- **WORK REQUIRED**
An identical copy of all the entries is the required result.
-- Opening Marker --
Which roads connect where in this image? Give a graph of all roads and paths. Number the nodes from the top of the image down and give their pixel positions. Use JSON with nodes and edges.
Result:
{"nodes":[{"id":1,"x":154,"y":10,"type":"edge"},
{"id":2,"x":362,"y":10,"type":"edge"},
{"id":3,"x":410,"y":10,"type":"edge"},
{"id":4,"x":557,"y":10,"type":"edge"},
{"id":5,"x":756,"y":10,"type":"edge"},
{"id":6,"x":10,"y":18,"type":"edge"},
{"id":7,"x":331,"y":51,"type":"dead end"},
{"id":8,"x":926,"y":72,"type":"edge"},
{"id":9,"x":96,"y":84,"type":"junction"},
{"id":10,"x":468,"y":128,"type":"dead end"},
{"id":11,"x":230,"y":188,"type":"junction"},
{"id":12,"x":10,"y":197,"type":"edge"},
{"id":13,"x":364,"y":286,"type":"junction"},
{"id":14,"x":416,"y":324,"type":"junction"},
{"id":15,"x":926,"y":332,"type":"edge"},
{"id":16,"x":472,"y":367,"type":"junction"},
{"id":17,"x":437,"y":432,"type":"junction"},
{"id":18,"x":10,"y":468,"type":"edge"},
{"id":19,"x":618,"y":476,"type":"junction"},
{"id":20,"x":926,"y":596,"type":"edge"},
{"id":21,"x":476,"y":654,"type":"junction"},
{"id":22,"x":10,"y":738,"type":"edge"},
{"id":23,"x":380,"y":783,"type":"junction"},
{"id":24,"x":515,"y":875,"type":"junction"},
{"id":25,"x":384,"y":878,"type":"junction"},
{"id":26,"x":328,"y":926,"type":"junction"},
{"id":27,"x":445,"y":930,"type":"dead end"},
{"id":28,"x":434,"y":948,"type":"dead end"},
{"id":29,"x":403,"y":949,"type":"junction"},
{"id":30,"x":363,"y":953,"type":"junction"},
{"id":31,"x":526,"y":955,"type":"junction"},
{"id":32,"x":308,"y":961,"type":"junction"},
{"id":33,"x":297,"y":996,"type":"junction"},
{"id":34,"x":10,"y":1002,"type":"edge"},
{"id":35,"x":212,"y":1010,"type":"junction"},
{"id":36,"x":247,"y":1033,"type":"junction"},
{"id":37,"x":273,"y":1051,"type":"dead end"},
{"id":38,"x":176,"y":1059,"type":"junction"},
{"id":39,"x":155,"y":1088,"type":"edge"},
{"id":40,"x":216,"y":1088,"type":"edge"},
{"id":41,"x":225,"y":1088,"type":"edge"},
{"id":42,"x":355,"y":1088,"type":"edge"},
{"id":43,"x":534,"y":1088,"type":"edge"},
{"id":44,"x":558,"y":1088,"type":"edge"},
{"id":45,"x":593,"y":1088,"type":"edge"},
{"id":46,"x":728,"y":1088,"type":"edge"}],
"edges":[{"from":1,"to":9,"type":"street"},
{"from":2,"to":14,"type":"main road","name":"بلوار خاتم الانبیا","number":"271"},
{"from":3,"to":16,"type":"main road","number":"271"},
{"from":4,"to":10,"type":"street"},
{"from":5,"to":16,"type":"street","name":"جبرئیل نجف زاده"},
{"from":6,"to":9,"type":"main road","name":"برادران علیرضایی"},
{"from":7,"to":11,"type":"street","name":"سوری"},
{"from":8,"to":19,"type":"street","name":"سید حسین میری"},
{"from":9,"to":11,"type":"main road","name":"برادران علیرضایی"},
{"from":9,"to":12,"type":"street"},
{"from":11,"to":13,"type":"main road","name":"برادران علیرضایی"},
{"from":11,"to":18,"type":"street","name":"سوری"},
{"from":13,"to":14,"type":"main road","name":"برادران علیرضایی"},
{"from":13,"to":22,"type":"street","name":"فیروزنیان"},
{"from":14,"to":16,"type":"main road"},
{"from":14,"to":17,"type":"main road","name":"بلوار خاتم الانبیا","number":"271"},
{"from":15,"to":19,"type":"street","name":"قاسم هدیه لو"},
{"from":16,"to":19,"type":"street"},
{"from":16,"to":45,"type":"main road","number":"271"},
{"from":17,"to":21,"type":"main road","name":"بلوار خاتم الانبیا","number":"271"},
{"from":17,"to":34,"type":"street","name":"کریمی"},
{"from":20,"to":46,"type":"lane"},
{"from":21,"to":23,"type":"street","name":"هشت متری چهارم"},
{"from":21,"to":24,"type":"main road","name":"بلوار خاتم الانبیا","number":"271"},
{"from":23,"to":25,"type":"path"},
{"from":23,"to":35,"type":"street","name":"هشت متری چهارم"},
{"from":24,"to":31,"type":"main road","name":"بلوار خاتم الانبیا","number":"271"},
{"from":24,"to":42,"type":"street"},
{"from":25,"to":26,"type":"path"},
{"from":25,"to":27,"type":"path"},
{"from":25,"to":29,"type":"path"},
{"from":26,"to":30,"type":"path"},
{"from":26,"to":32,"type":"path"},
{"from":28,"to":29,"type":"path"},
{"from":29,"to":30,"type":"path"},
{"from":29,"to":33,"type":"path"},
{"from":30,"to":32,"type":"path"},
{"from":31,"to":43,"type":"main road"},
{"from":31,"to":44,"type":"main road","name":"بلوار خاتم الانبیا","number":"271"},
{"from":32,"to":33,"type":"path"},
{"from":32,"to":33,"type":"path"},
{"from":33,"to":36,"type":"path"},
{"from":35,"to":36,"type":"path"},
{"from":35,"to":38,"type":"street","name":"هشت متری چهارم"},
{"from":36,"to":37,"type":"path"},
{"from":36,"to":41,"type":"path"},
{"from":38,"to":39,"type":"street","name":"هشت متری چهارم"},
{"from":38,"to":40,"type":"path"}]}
-- Closing Marker --
- **ANSWER SECTION**
Which roads connect where in this image? Give a graph of all roads and paths. Number the nodes from the top of the image down and give their pixel positions. Use JSON with nodes and edges.
Result:
{"nodes":[{"id":1,"x":154,"y":10,"type":"edge"},
{"id":2,"x":362,"y":10,"type":"edge"},
{"id":3,"x":410,"y":10,"type":"edge"},
{"id":4,"x":557,"y":10,"type":"edge"},
{"id":5,"x":756,"y":10,"type":"edge"},
{"id":6,"x":10,"y":18,"type":"edge"},
{"id":7,"x":331,"y":51,"type":"dead end"},
{"id":8,"x":926,"y":72,"type":"edge"},
{"id":9,"x":96,"y":84,"type":"junction"},
{"id":10,"x":468,"y":128,"type":"dead end"},
{"id":11,"x":230,"y":188,"type":"junction"},
{"id":12,"x":10,"y":197,"type":"edge"},
{"id":13,"x":364,"y":286,"type":"junction"},
{"id":14,"x":416,"y":324,"type":"junction"},
{"id":15,"x":926,"y":332,"type":"edge"},
{"id":16,"x":472,"y":367,"type":"junction"},
{"id":17,"x":437,"y":432,"type":"junction"},
{"id":18,"x":10,"y":468,"type":"edge"},
{"id":19,"x":618,"y":476,"type":"junction"},
{"id":20,"x":926,"y":596,"type":"edge"},
{"id":21,"x":476,"y":654,"type":"junction"},
{"id":22,"x":10,"y":738,"type":"edge"},
{"id":23,"x":380,"y":783,"type":"junction"},
{"id":24,"x":515,"y":875,"type":"junction"},
{"id":25,"x":384,"y":878,"type":"junction"},
{"id":26,"x":328,"y":926,"type":"junction"},
{"id":27,"x":445,"y":930,"type":"dead end"},
{"id":28,"x":434,"y":948,"type":"dead end"},
{"id":29,"x":403,"y":949,"type":"junction"},
{"id":30,"x":363,"y":953,"type":"junction"},
{"id":31,"x":526,"y":955,"type":"junction"},
{"id":32,"x":308,"y":961,"type":"junction"},
{"id":33,"x":297,"y":996,"type":"junction"},
{"id":34,"x":10,"y":1002,"type":"edge"},
{"id":35,"x":212,"y":1010,"type":"junction"},
{"id":36,"x":247,"y":1033,"type":"junction"},
{"id":37,"x":273,"y":1051,"type":"dead end"},
{"id":38,"x":176,"y":1059,"type":"junction"},
{"id":39,"x":155,"y":1088,"type":"edge"},
{"id":40,"x":216,"y":1088,"type":"edge"},
{"id":41,"x":225,"y":1088,"type":"edge"},
{"id":42,"x":355,"y":1088,"type":"edge"},
{"id":43,"x":534,"y":1088,"type":"edge"},
{"id":44,"x":558,"y":1088,"type":"edge"},
{"id":45,"x":593,"y":1088,"type":"edge"},
{"id":46,"x":728,"y":1088,"type":"edge"}],
"edges":[{"from":1,"to":9,"type":"street"},
{"from":2,"to":14,"type":"main road","name":"بلوار خاتم الانبیا","number":"271"},
{"from":3,"to":16,"type":"main road","number":"271"},
{"from":4,"to":10,"type":"street"},
{"from":5,"to":16,"type":"street","name":"جبرئیل نجف زاده"},
{"from":6,"to":9,"type":"main road","name":"برادران علیرضایی"},
{"from":7,"to":11,"type":"street","name":"سوری"},
{"from":8,"to":19,"type":"street","name":"سید حسین میری"},
{"from":9,"to":11,"type":"main road","name":"برادران علیرضایی"},
{"from":9,"to":12,"type":"street"},
{"from":11,"to":13,"type":"main road","name":"برادران علیرضایی"},
{"from":11,"to":18,"type":"street","name":"سوری"},
{"from":13,"to":14,"type":"main road","name":"برادران علیرضایی"},
{"from":13,"to":22,"type":"street","name":"فیروزنیان"},
{"from":14,"to":16,"type":"main road"},
{"from":14,"to":17,"type":"main road","name":"بلوار خاتم الانبیا","number":"271"},
{"from":15,"to":19,"type":"street","name":"قاسم هدیه لو"},
{"from":16,"to":19,"type":"street"},
{"from":16,"to":45,"type":"main road","number":"271"},
{"from":17,"to":21,"type":"main road","name":"بلوار خاتم الانبیا","number":"271"},
{"from":17,"to":34,"type":"street","name":"کریمی"},
{"from":20,"to":46,"type":"lane"},
{"from":21,"to":23,"type":"street","name":"هشت متری چهارم"},
{"from":21,"to":24,"type":"main road","name":"بلوار خاتم الانبیا","number":"271"},
{"from":23,"to":25,"type":"path"},
{"from":23,"to":35,"type":"street","name":"هشت متری چهارم"},
{"from":24,"to":31,"type":"main road","name":"بلوار خاتم الانبیا","number":"271"},
{"from":24,"to":42,"type":"street"},
{"from":25,"to":26,"type":"path"},
{"from":25,"to":27,"type":"path"},
{"from":25,"to":29,"type":"path"},
{"from":26,"to":30,"type":"path"},
{"from":26,"to":32,"type":"path"},
{"from":28,"to":29,"type":"path"},
{"from":29,"to":30,"type":"path"},
{"from":29,"to":33,"type":"path"},
{"from":30,"to":32,"type":"path"},
{"from":31,"to":43,"type":"main road"},
{"from":31,"to":44,"type":"main road","name":"بلوار خاتم الانبیا","number":"271"},
{"from":32,"to":33,"type":"path"},
{"from":32,"to":33,"type":"path"},
{"from":33,"to":36,"type":"path"},
{"from":35,"to":36,"type":"path"},
{"from":35,"to":38,"type":"street","name":"هشت متری چهارم"},
{"from":36,"to":37,"type":"path"},
{"from":36,"to":41,"type":"path"},
{"from":38,"to":39,"type":"street","name":"هشت متری چهارم"},
{"from":38,"to":40,"type":"path"}]}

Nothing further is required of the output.